[Task objective]: Which lines in the records below hold the word "NABUTI"? Copy each of them.

[Source information]:
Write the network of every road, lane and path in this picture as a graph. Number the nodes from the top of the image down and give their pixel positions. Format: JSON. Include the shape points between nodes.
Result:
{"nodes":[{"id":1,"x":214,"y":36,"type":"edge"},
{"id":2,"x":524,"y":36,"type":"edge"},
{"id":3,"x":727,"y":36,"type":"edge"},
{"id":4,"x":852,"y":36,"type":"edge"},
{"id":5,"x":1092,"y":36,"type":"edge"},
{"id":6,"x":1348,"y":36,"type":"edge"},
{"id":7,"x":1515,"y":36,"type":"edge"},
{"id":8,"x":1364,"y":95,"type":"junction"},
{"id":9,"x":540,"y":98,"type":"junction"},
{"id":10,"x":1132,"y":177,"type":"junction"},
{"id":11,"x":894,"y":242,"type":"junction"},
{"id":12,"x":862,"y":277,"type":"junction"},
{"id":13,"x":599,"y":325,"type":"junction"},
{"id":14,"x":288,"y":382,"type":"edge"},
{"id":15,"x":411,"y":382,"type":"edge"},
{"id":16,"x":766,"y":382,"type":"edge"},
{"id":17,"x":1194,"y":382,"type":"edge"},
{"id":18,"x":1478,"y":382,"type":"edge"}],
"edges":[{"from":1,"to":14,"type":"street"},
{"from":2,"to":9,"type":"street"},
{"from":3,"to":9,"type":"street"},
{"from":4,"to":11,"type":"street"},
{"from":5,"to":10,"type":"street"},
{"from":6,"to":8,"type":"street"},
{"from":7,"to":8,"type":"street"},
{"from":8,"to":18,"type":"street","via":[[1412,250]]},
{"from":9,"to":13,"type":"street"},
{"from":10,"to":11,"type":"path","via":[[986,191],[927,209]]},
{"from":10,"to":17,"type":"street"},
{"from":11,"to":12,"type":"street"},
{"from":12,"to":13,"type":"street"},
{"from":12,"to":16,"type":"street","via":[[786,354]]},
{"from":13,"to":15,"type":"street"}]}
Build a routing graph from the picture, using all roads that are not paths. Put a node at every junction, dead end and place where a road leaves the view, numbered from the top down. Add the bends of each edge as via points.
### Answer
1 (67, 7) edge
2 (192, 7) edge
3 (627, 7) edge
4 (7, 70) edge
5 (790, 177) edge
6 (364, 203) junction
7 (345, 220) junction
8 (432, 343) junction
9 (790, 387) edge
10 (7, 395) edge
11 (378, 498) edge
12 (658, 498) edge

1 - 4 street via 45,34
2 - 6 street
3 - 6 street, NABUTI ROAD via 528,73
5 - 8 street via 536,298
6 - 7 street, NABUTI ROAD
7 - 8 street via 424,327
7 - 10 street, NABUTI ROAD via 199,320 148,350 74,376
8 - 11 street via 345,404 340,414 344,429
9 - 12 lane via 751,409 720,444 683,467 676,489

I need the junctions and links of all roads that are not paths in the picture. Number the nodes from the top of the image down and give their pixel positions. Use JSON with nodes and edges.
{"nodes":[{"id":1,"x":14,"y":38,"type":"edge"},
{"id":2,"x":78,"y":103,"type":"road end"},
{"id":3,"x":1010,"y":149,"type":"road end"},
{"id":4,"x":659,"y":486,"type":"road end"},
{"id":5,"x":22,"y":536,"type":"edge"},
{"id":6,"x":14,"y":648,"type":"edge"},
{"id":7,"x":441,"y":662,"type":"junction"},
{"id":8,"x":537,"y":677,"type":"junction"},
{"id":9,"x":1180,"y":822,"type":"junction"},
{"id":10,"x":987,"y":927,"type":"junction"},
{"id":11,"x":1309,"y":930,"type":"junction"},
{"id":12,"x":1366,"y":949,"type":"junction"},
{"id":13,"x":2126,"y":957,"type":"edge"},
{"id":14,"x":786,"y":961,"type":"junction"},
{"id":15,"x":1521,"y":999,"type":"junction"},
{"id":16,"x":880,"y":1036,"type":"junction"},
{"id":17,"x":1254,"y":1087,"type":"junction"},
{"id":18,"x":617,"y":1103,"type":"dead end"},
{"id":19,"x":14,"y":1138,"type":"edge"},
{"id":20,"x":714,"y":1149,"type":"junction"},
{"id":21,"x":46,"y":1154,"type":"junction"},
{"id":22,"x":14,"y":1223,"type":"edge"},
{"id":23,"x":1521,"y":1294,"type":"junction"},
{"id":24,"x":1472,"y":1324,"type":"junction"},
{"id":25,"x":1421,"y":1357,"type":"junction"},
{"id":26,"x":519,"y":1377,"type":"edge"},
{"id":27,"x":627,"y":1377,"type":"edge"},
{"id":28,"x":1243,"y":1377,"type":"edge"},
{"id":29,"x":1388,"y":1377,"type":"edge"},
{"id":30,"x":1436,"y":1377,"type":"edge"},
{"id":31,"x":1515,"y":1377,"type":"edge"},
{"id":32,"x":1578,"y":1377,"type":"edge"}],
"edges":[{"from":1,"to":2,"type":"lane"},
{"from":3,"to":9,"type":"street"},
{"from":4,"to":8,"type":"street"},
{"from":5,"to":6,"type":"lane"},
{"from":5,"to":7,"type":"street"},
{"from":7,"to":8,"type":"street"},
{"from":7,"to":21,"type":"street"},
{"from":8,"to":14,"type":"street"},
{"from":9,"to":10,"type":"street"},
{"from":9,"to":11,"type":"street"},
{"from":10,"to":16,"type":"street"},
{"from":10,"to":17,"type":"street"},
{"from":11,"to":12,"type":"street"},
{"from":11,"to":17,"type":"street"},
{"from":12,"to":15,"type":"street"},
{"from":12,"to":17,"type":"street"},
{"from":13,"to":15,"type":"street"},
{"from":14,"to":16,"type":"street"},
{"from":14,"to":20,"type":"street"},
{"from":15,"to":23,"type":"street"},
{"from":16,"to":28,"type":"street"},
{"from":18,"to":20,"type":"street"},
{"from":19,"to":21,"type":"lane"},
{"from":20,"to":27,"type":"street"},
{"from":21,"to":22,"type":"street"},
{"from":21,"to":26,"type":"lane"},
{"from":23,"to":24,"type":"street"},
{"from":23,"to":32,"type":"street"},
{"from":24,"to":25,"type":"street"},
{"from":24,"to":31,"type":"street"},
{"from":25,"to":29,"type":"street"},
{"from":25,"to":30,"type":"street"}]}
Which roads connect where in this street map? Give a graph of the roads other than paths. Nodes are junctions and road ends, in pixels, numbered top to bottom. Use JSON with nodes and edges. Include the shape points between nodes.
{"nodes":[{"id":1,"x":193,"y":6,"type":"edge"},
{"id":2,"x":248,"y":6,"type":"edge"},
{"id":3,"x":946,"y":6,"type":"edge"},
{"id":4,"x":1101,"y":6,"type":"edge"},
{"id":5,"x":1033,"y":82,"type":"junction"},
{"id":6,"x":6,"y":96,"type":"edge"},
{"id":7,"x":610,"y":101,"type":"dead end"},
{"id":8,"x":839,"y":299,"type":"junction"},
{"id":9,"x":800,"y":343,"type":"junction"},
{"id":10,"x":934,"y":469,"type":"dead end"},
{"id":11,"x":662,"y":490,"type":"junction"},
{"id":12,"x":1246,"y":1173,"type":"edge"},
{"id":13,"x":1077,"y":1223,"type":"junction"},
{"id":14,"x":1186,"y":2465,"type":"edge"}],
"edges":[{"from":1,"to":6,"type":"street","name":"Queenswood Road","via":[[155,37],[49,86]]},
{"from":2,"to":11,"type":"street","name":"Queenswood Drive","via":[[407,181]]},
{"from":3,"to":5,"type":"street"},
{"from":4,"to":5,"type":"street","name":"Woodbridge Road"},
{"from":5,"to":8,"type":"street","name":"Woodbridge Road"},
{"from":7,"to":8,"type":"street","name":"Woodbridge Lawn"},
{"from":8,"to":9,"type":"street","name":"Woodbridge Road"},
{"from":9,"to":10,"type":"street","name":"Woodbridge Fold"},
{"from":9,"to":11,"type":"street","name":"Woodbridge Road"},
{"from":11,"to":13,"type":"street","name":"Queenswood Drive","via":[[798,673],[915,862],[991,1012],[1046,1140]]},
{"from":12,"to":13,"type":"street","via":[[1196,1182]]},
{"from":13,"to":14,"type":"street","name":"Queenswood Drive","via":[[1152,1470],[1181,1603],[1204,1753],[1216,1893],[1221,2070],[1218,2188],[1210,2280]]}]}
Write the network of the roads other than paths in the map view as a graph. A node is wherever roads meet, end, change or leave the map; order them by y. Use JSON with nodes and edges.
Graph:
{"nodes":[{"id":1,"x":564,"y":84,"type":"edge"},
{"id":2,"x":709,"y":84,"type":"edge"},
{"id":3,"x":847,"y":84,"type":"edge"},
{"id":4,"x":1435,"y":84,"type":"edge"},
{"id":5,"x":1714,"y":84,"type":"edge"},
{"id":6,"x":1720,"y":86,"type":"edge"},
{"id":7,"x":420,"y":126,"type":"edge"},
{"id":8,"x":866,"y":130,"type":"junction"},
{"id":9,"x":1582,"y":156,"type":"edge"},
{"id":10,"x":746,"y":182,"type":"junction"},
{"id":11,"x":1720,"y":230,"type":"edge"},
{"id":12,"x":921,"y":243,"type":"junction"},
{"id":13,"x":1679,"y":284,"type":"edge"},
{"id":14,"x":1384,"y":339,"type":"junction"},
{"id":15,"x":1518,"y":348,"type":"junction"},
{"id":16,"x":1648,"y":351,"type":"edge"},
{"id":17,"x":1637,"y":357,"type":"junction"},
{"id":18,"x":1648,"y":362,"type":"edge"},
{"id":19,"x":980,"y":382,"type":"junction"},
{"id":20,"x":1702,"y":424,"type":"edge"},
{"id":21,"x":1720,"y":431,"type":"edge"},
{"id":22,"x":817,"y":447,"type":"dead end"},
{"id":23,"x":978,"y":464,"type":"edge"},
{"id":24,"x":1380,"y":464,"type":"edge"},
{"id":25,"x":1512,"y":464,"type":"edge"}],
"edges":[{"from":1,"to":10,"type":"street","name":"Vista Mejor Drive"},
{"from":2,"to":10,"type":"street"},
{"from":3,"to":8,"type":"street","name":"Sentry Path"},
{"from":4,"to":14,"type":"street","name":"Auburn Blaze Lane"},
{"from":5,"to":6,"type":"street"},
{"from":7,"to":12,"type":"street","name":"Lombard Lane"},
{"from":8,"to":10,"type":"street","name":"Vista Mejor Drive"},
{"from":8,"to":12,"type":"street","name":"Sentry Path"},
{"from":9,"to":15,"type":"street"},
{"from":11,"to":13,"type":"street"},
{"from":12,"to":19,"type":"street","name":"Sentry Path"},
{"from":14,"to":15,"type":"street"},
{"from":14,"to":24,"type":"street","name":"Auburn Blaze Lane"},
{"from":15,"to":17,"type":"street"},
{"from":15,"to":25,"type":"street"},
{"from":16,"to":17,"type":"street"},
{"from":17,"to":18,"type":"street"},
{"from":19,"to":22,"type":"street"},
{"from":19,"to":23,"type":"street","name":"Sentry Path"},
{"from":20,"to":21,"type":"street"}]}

[Answer to the problem]:
3 - 6 street, NABUTI ROAD via 528,73
6 - 7 street, NABUTI ROAD
7 - 10 street, NABUTI ROAD via 199,320 148,350 74,376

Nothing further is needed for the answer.